Mittwoch, 31. August 2016

Lagebericht

Morgen ist der 1. September, endlich Schulferien-Ende und der erste Schultag in der neunten Klasse für meine jüngste Tochter. Die Vorbereitungen dazu laufen in den letzten Tagen auf Hochtouren: ihre Nägel sind frisch lackiert, sie besitzt eine neue Jeans und nach einigen Stunden beim Friseur sind ihre Haare glatt wie die einer Japanerin. Dem perfekten Auftritt am ersten Schultag steht also nichts mehr im Weg. Alles weitere ist im Moment nicht interessant. Ich wünsche viel Erfolg!

Mein Sohn schickt per Whatsapp ein Foto aus dem Kibbutz und schreibt dazu: wer hat Lust auf ein paniertes Schnitzel?
Er hat heute die Aufgabe, die toten Hühner in einem Eimer (oder vielen Eimern) einzusammeln… 
Ja, in dieser Beziehung ist Israel noch ein Entwicklungsland und die Bedingungen sind katastrophal. Zwei meiner Kinder essen deshalb kein Hühnerfleisch mehr und auch ich habe vor, mit schlechtem Gewissen noch die Vorräte im Tiefkühler aufzubrauchen und dann keines mehr zu kaufen. Man kann es ethisch wirklich nicht verantworten. Ich mag gar nicht daran denken, wo bei uns die Eier herkommen, aber ich versuche, mich möglichst nicht damit zu befassen, denn auf Eier möchte ich nicht verzichten. Gerne würde ich für Bio-Eier ein wenig mehr bezahlen, aber ich traue dem Prädikat “Bio” in Israel nicht. Bestimmt verfristen auch Bio-Hühner in Israel ihr Leben in KZ-Bedingungen, nur weiss der Halter, wen er unter der Hand bezahlen muss, um den richtigen Stempel zu  bekommen. Nun, Israel ist nun mal nicht die Schweiz, aber ich bin sicher, dass die Israelis, sobald sie nur die Probleme mit den feindlichen Nachbarländern und den Konflikt mit den Palästinensern gelöst haben, sich auch um die Tierhaltung kümmern werden.

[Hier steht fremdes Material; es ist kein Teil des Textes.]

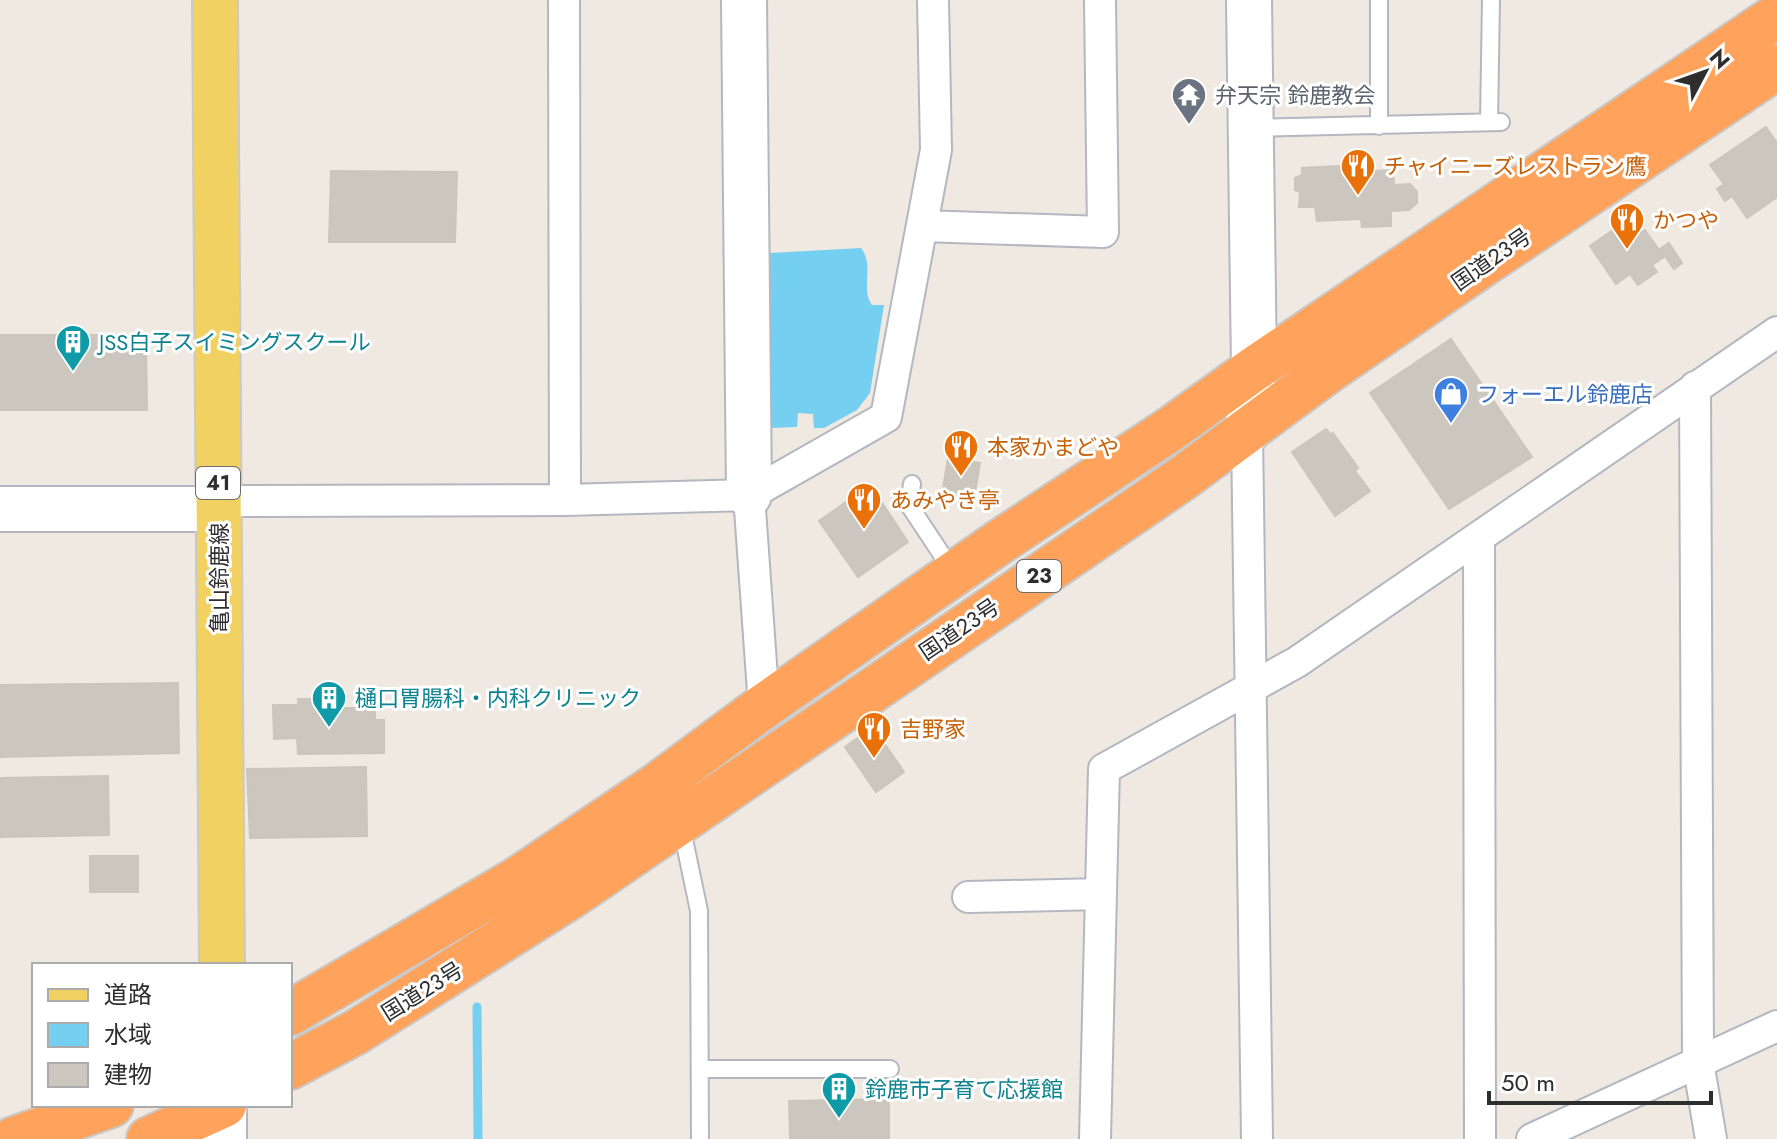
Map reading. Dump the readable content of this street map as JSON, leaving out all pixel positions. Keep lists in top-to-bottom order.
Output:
{
  "streets": {
    "highway": ["国道23号", "23"],
    "main road": ["41", "亀山鈴鹿線"]
  },
  "places": {
    "temple": ["弁天宗 鈴鹿教会"],
    "restaurant": [
      "チャイニーズレストラン鷹",
      "かつや",
      "本家かまどや",
      "あみやき亭",
      "吉野家"
    ],
    "building": ["JSS白子スイミングスクール", "樋口胃腸科・内科クリニック", "鈴鹿市子育て応援館"],
    "shop": ["フォーエル鈴鹿店"]
  },
  "legend": ["道路", "水域", "建物"],
  "scale_bar": "50 m",
  "north": "top right"
}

Sivan, meine älteste Tochter, kümmert im Moment weder der erste Schultag ihrer Schwester noch die israelische Geflügelhaltung, denn sie hat Liebeskummer. Sie hat sich erneut von ihrem Freund getrennt und ist nun besonders am Boden zerstört, denn nach der letzten Trennung hat sich ihre Beziehung eher verfestigt und ich hörte insgeheim schon die Hochzeitglocken läuten. Nun hat er sie mit irgendeiner Tat (die ich hier nicht ausplaudern möchte) so sehr verletzt, dass sie für die Beziehung keine Zukunft mehr sieht. Schon zwei Tage leidet sie, ist schlecht gelaunt, isst nichts und bricht in Tränen aus, wenn ich ihr nur “Guten Tag” sage. Als Mutter zerbricht es mir das Herz, sie so zu sehen, auch wenn sie schon einundzwanzig ist. Liebeskummer ist furchtbar. Ich wünsche ihr, dass sie bald und ohne zu viel Kummer den idealen Partner fürs Leben findet. Ist das überhaupt möglich? Wahrscheinlich eher nicht. Es muss wohl so sein, wie es ist.

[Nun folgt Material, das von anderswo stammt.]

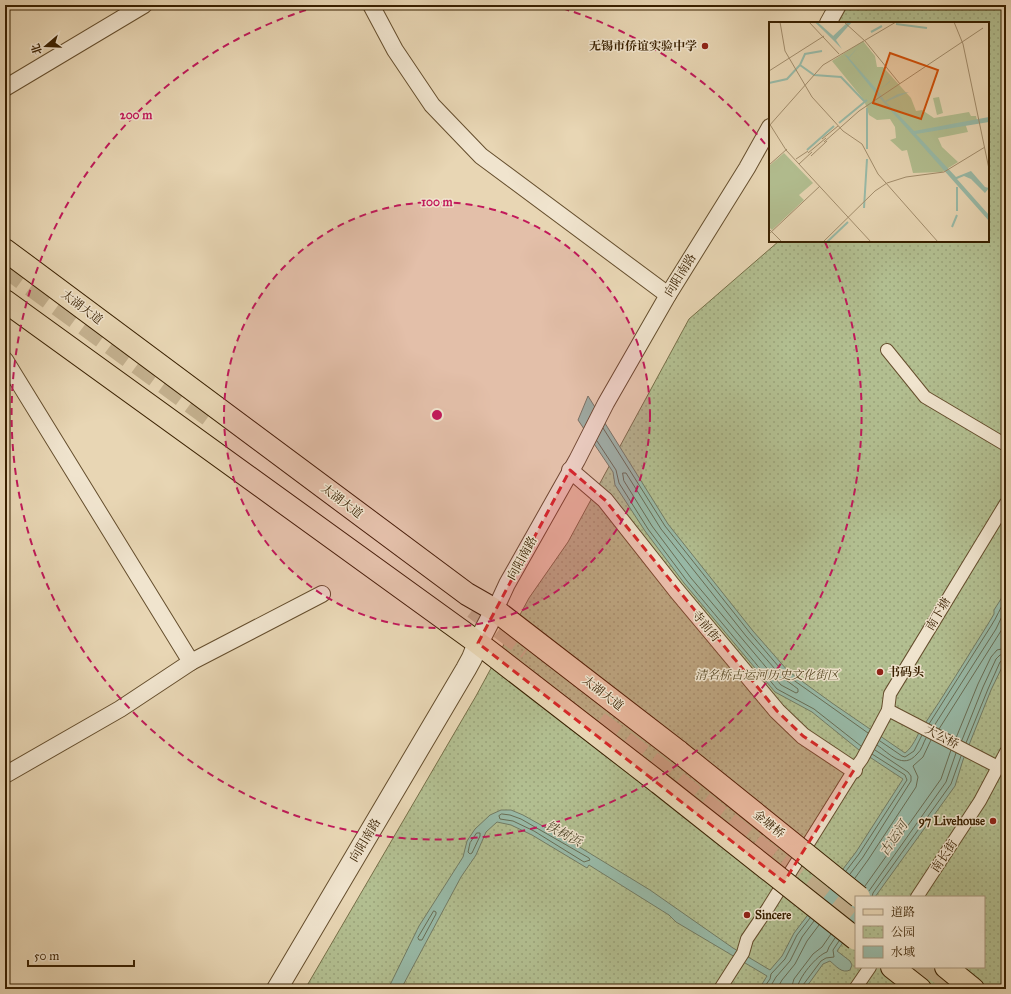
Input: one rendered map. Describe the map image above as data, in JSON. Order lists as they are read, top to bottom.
{
  "streets": {
    "main road": ["太湖大道", "金塘桥"],
    "street": [
      "向阳南路",
      "南下塘",
      "寺前街",
      "大公桥",
      "南长街"
    ]
  },
  "crossings": [
    ["向阳南路", "太湖大道"],
    ["向阳南路", "寺前街"],
    ["太湖大道", "金塘桥"],
    ["南下塘", "寺前街"],
    ["南下塘", "大公桥"],
    ["大公桥", "南长街"]
  ],
  "water": ["铁树浜", "古运河"],
  "parks": ["清名桥古运河历史文化街区"],
  "places": [
    "无锡市侨谊实验中学",
    "书码头",
    "97 Livehouse",
    "Sincere"
  ],
  "legend": ["道路", "公园", "水域"],
  "scale_bar": "50 m",
  "north": "left",
  "rings": ["200 m", "100 m"]
}
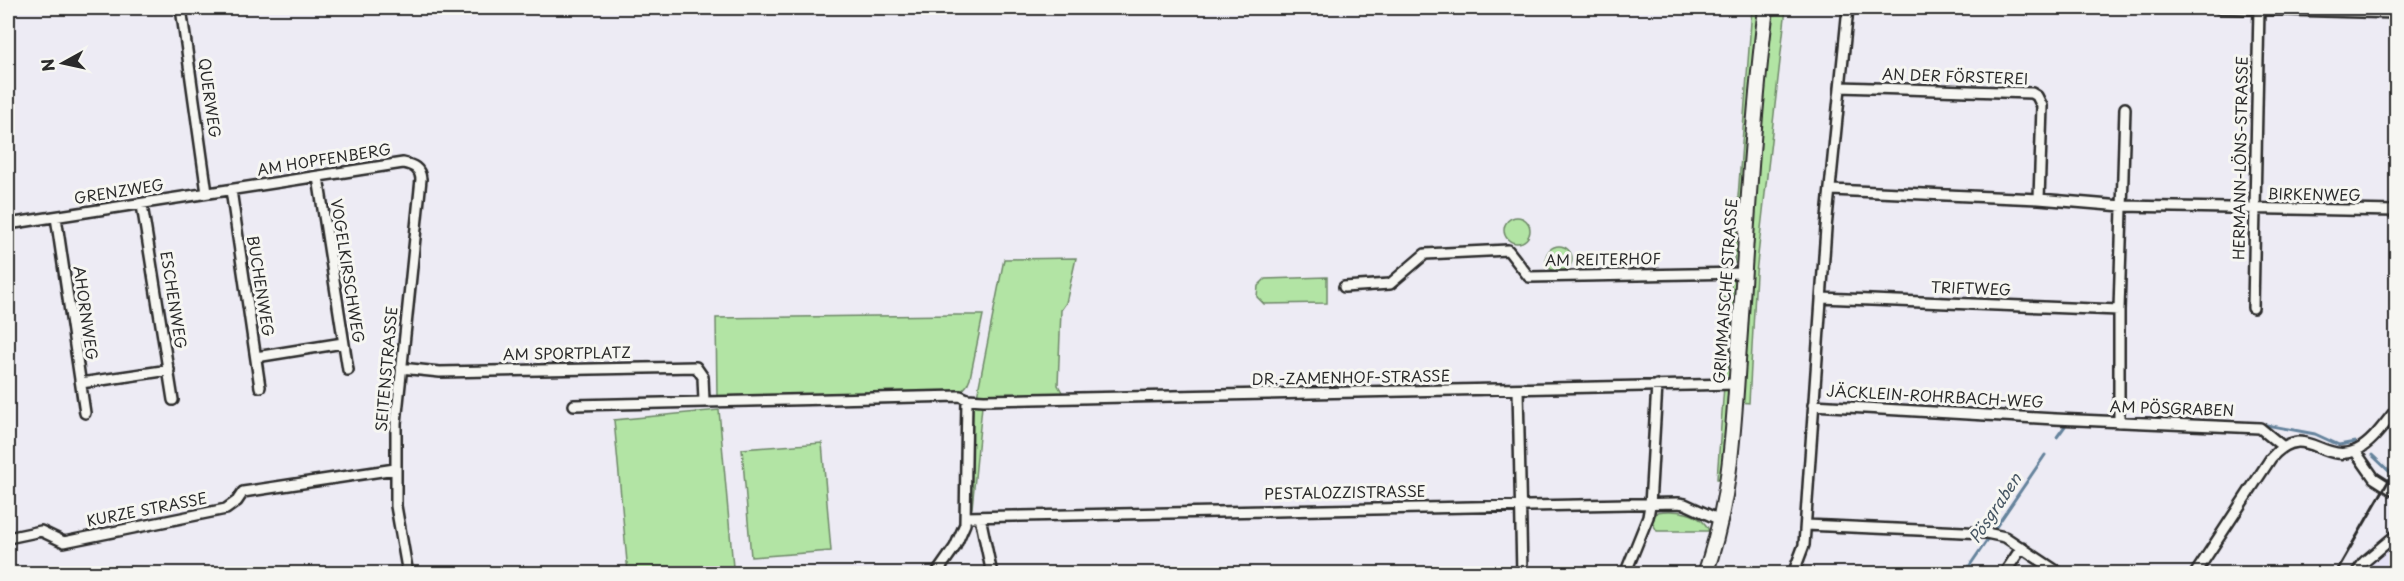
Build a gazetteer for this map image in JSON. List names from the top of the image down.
{
  "streets": {
    "main road": ["GRIMMAISCHE STRASSE"],
    "street": [
      "AN DER FÖRSTEREI",
      "QUERWEG",
      "HERMANN-LÖNS-STRASSE",
      "AM HOPFENBERG",
      "GRENZWEG",
      "BIRKENWEG",
      "AM REITERHOF",
      "VOGELKIRSCHWEG",
      "BUCHENWEG",
      "TRIFTWEG",
      "ESCHENWEG",
      "AHORNWEG",
      "AM SPORTPLATZ",
      "SEITENSTRASSE",
      "DR.-ZAMENHOF-STRASSE",
      "JÄCKLEIN-ROHRBACH-WEG",
      "AM PÖSGRABEN",
      "PESTALOZZISTRASSE",
      "KURZE STRASSE"
    ]
  },
  "crossings": [
    ["QUERWEG", "GRENZWEG"],
    ["HERMANN-LÖNS-STRASSE", "BIRKENWEG"],
    ["AM HOPFENBERG", "GRENZWEG"],
    ["AM HOPFENBERG", "VOGELKIRSCHWEG"],
    ["AM HOPFENBERG", "BUCHENWEG"],
    ["AM HOPFENBERG", "SEITENSTRASSE"],
    ["GRENZWEG", "BUCHENWEG"],
    ["GRENZWEG", "ESCHENWEG"],
    ["GRENZWEG", "AHORNWEG"],
    ["AM REITERHOF", "GRIMMAISCHE STRASSE"],
    ["GRIMMAISCHE STRASSE", "DR.-ZAMENHOF-STRASSE"],
    ["GRIMMAISCHE STRASSE", "PESTALOZZISTRASSE"],
    ["AM SPORTPLATZ", "SEITENSTRASSE"],
    ["SEITENSTRASSE", "KURZE STRASSE"],
    ["JÄCKLEIN-ROHRBACH-WEG", "AM PÖSGRABEN"]
  ],
  "water": ["Pösgraben"],
  "north": "left"
}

Manchmal bin ich ganz froh, dass ich nicht mehr zwanzig bin. Natürlich gibt es auch in meinem Alter Probleme, man lässt sich scheiden, hadert mit pfegebedürftigen Eltern, wird krank (ich selbst bin erst vor einigen Monaten an Brustkrebs erkrankt), aber wenn ich zwischen Brustkrebs und Liebeskummer wählen müsste….

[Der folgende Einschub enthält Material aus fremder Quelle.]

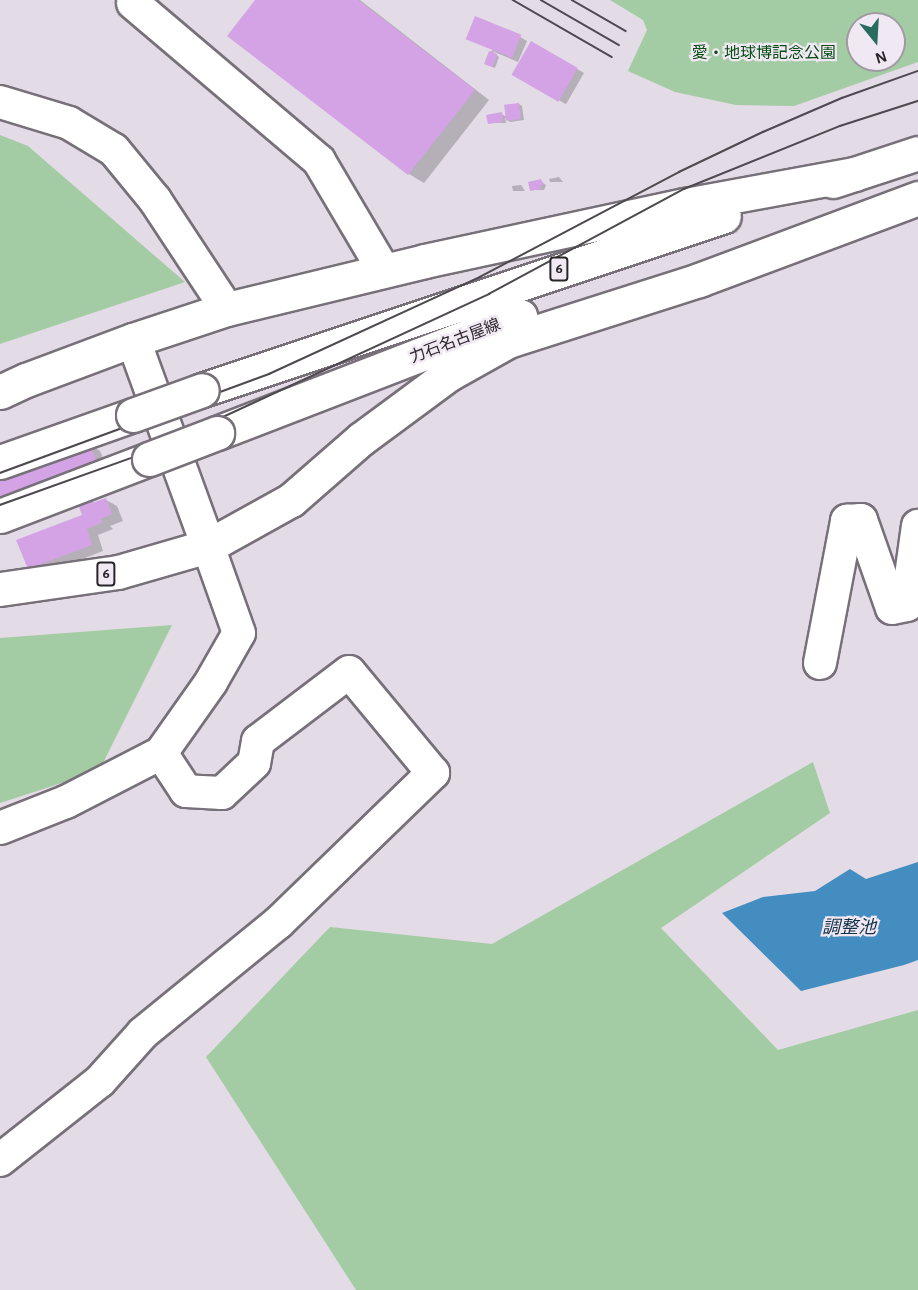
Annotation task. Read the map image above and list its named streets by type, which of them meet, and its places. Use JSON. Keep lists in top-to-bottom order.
{
  "streets": {
    "main road": ["6", "力石名古屋線"]
  },
  "crossings": [
    ["6", "力石名古屋線"]
  ],
  "water": ["調整池"],
  "parks": ["愛・地球博記念公園"],
  "north": "bottom"
}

Und wie geht es mir? Ich freue mich auf das Wochenende. Wir haben uns für eine zweitägige Wanderung im Norden Israels angemeldet, mit Übernachtung im Beduinenzelt. Nur Eyal und ich. Die Kinder mit ihren Problemen lassen wir zu hause.

Schlapp

Heute schreckt mich das Klingeln des Weckers um 04:45 aus dem Tiefschlaf und ich falle beinahe aus dem Bett. Es ist ja auch noch fast mitten in der Nacht. Dann stehe ich todmüde und mit Kopfschmerzen auf. Ich ziehe mich an fürs Lauftraining, meine Handlungen sind intuitiv und automatisch, da ich um diese Zeit noch nicht denken kann. Mein Gehirn befindet sich im Schlafmodus und so bleibt mir das Dilemma erspart, ob ich kneifen soll. Auf der Fahrt zum Treffpunkt döse ich weitere 15 Minuten (am Steuer!) und noch während der ersten Hälfte des Trainings kann ich den Gedanken, dass vielleicht hinter der nächsten Wegbiegung eine Matratze mit Kissen auf mich wartet, nicht verdrängen. Erst als es heller wird, finde ich mich damit ab, dass es mit Weiterschlafen heute wohl nichts mehr wird. Irgendwie schaffe ich auch die fünf Kilometer zurück, aber ich fühle mich schlapp, denn es ist ecklig feucht und drückend heiss. Laufen im Sommer macht einfach wirklich nicht immer Spass. Zum Glück werden wir mit einem atemberaubend schönen knallroten Sonnenaufgang belohnt, meine Kopfschmerzen sind verschwunden und ich bin froh, dass ich etwas Gutes für meine Gesundheit getan habe.

Dienstag, 23. August 2016

Der Trafikant

"Der Trafikant", von Robert Seethaler, lässt bei mir einen schalen Geschmack im Mund (oder eher im Kopf) zurück, trotz vielversprechendem Anfang. Ich drehe den Bissen noch etwas auf der Zunge, um mir klar zu werden, warum das so ist und vermute dann, dass das Thema “Nazizeit” ein Gebiet ist, an das man sich nicht unbedingt heranwagen sollte, wenn man keine besondere Beziehung dazu hat. Die Geschichte ist zwar gut geschrieben, enthält für mich aber zu viele Klischees und Ungereimtheiten und sagt schlussendlich nichts aus. Da hat mir das nachfolgende Buch "ein ganzes Leben" doch viel besser gefallen.

Sonntag, 21. August 2016

Swiss Love

Fondue im Summer??? S'isch Summer, verdammt!...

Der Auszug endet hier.